- **DATA TO USE**
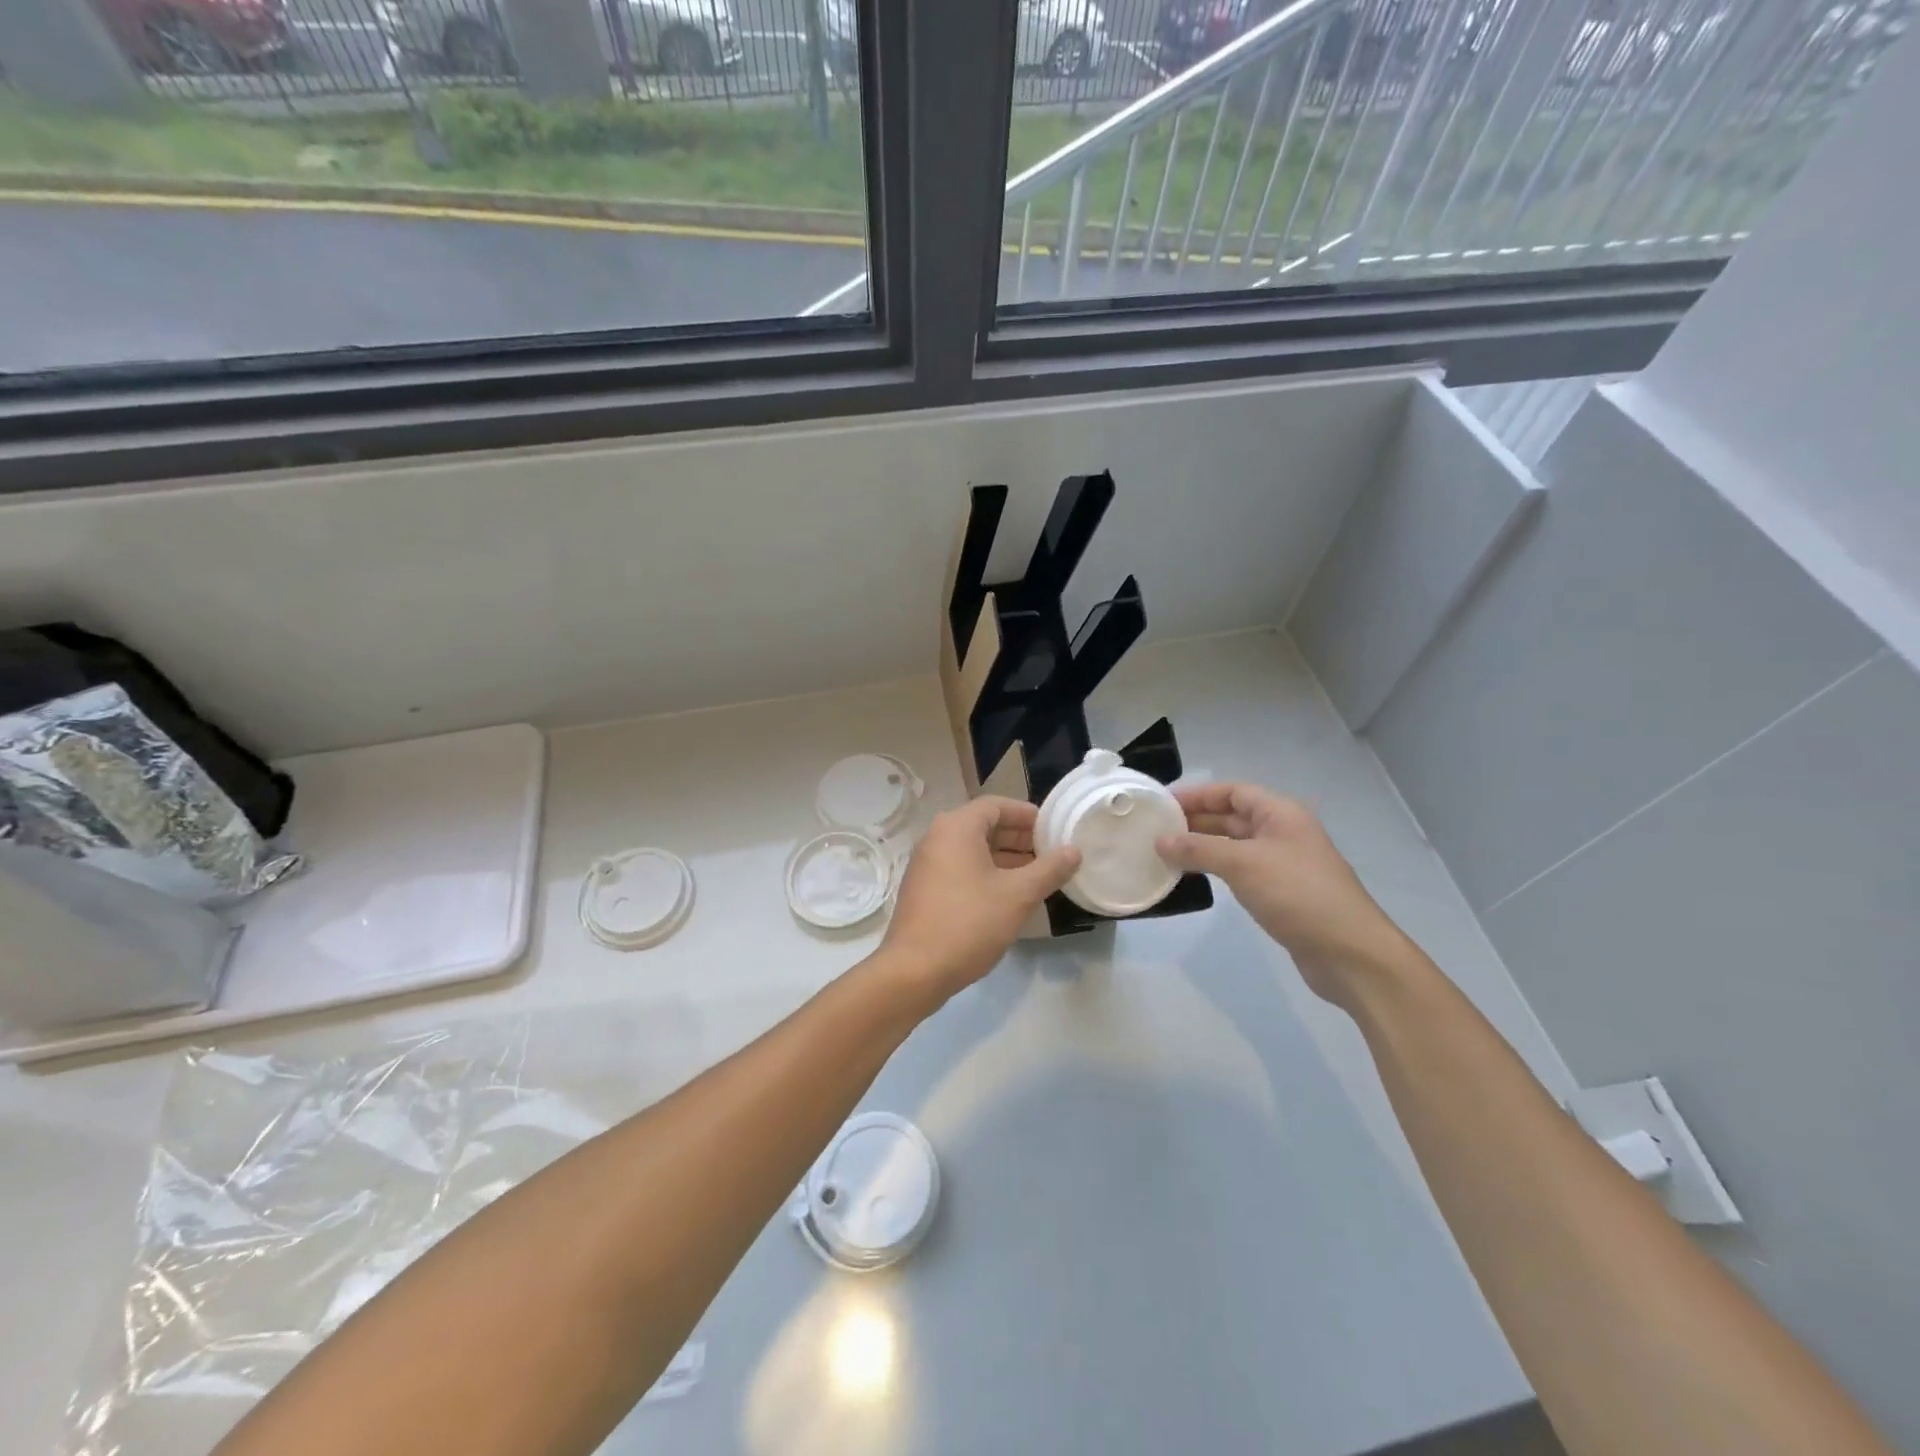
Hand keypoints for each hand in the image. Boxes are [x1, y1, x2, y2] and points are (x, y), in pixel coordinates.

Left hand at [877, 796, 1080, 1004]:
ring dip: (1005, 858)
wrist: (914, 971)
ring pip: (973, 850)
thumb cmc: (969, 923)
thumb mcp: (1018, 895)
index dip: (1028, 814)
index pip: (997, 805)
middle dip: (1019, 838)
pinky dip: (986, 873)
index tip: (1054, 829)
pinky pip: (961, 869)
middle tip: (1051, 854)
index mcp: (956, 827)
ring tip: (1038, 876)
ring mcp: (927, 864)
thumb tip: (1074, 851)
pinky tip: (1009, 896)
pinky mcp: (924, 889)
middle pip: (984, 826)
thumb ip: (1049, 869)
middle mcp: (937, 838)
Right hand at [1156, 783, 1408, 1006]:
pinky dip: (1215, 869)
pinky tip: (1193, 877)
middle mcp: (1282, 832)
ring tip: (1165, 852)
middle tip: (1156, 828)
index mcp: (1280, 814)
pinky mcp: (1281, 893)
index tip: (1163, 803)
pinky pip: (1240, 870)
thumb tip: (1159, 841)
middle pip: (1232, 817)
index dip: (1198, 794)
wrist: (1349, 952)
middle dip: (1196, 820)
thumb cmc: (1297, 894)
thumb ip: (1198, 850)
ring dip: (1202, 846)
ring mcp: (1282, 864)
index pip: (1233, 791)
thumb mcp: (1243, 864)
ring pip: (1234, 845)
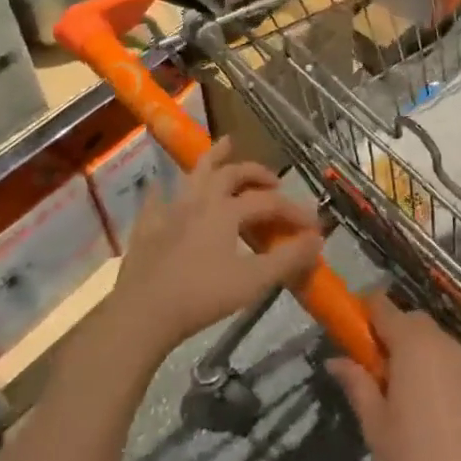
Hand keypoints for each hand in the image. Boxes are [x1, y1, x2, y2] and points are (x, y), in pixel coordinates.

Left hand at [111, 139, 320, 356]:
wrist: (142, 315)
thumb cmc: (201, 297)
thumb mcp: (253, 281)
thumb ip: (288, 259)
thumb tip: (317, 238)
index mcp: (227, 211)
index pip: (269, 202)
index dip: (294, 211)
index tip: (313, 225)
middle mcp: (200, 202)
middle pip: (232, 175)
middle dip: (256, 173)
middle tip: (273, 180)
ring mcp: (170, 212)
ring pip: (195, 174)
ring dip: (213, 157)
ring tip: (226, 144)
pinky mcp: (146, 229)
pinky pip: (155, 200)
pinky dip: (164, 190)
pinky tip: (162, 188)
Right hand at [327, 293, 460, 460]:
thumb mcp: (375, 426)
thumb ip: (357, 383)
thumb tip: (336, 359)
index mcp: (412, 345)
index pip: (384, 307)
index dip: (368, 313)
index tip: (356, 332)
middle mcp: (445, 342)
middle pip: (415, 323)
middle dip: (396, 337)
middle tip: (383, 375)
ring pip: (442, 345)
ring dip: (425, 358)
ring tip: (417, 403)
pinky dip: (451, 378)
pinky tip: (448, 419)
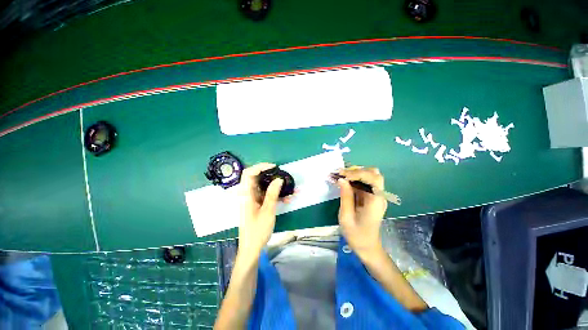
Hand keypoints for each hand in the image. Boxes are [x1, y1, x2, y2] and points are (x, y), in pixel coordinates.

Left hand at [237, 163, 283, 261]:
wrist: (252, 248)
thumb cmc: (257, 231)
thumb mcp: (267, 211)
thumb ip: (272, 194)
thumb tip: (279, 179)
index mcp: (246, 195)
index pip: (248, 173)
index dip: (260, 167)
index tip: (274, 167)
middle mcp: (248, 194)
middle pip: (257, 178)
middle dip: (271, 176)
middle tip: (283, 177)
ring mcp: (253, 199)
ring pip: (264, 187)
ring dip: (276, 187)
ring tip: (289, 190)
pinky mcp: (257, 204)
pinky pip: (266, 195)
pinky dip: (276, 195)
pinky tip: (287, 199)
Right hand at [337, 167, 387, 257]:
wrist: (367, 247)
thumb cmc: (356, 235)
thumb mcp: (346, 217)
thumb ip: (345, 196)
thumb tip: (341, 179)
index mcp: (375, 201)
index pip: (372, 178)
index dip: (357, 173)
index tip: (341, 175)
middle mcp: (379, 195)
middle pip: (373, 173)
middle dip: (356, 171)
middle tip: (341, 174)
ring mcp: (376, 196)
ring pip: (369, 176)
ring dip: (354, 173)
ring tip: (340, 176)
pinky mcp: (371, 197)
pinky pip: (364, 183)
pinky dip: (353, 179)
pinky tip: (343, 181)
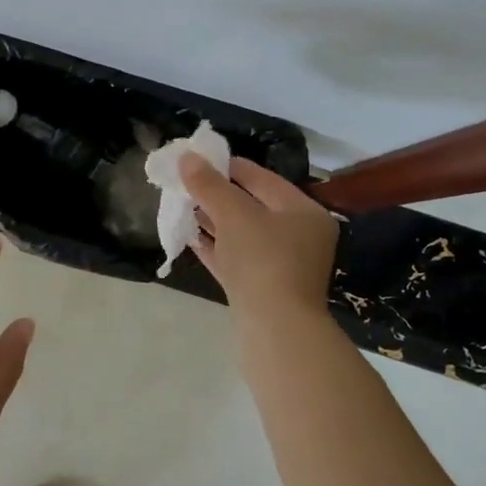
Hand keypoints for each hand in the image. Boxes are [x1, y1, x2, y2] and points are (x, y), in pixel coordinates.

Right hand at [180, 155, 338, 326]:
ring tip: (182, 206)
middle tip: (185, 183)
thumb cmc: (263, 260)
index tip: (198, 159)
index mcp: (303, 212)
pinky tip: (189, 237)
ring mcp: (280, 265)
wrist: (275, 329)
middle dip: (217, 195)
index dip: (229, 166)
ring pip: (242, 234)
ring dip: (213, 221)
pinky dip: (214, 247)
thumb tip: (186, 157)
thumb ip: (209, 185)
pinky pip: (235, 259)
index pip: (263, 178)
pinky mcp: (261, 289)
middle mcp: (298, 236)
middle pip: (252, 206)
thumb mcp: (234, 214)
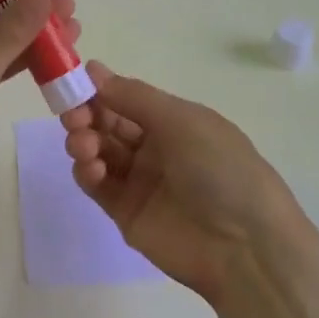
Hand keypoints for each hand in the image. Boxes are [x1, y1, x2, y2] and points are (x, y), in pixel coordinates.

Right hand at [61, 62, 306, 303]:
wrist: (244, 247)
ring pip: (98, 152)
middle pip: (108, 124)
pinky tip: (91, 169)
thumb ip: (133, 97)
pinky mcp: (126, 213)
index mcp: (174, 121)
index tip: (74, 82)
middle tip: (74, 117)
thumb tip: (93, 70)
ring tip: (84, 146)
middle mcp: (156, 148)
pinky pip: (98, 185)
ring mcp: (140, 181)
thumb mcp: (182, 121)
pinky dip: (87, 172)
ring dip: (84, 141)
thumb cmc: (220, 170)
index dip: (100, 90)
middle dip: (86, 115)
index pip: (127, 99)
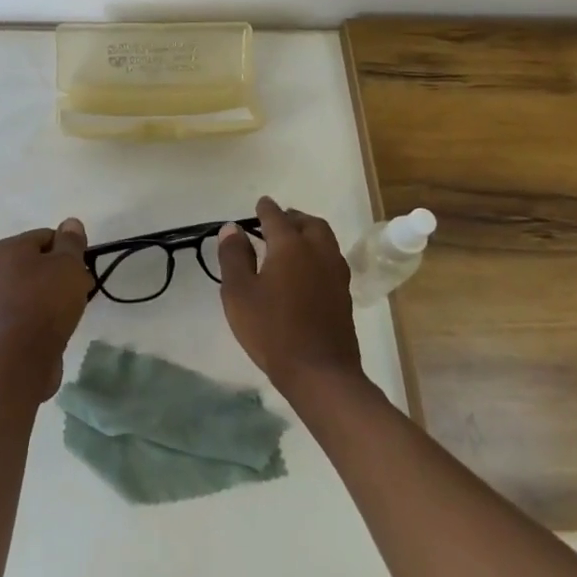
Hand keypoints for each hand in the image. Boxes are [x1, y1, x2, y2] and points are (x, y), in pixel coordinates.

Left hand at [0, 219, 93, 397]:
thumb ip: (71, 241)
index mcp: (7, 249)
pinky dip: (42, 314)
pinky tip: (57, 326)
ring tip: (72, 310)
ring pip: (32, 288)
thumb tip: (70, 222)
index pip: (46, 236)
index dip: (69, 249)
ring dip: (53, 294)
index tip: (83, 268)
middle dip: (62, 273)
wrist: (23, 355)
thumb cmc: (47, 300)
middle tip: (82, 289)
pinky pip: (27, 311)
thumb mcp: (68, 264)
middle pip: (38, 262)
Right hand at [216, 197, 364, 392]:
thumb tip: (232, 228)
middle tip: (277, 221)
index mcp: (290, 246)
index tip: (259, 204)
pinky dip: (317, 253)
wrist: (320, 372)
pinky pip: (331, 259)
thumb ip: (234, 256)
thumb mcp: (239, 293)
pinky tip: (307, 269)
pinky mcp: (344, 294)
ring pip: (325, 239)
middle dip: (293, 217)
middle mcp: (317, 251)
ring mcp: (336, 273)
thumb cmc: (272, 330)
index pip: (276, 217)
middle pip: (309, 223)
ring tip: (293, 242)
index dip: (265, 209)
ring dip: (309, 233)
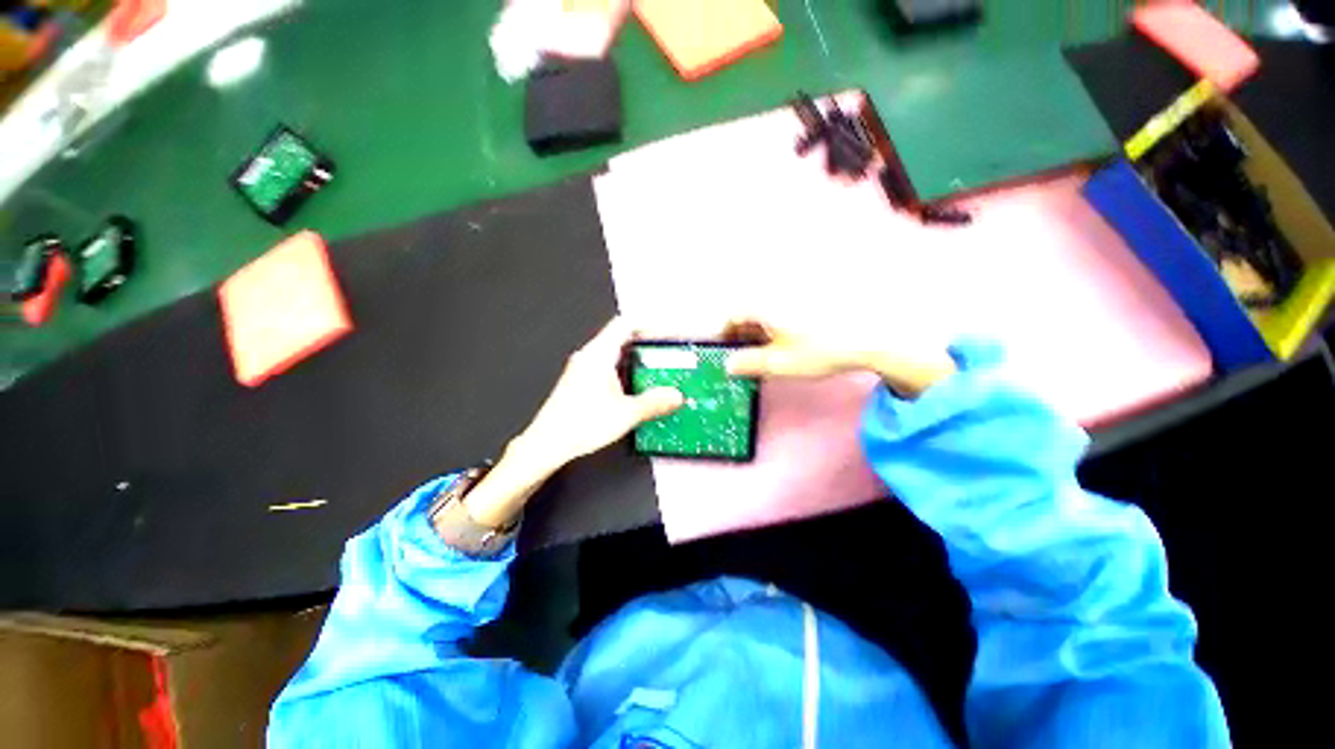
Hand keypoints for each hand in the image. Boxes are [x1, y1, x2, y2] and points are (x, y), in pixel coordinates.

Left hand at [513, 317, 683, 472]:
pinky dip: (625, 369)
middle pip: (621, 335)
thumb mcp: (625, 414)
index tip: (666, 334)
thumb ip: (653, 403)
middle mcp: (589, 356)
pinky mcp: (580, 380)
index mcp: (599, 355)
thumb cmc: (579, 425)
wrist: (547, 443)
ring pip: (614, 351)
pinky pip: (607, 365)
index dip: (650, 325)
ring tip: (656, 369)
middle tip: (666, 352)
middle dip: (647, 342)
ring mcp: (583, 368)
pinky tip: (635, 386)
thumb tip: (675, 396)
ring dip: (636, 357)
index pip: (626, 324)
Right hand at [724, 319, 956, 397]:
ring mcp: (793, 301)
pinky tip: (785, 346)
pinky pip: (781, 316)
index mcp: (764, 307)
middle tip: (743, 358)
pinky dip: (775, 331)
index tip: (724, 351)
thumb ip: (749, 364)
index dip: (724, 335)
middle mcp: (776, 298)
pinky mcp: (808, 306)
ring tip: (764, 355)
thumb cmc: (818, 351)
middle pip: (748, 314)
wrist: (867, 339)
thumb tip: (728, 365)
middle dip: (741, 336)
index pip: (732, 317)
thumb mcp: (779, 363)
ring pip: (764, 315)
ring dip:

- **WHAT TO DO**
Starting at the line that has "pinky tip: (189, 237)" in the records above, restate word for word every line until the one that has "thumb mcp: (234, 214)", and include that one as well.

- **EXPECTED OUTPUT**
pinky tip: (189, 237)
ring mcp: (280, 265)
wrist: (275, 329)
middle dip: (217, 195)
index dip: (229, 166)
ring pip: (242, 234)
ring dip: (213, 221)
pinky dip: (214, 247)
thumb tip: (186, 157)
thumb ip: (209, 185)
pinky pip: (235, 259)
index pip: (263, 178)
pinky mcp: (261, 289)
middle mcp: (298, 236)
middle pip: (252, 206)
thumb mcp: (234, 214)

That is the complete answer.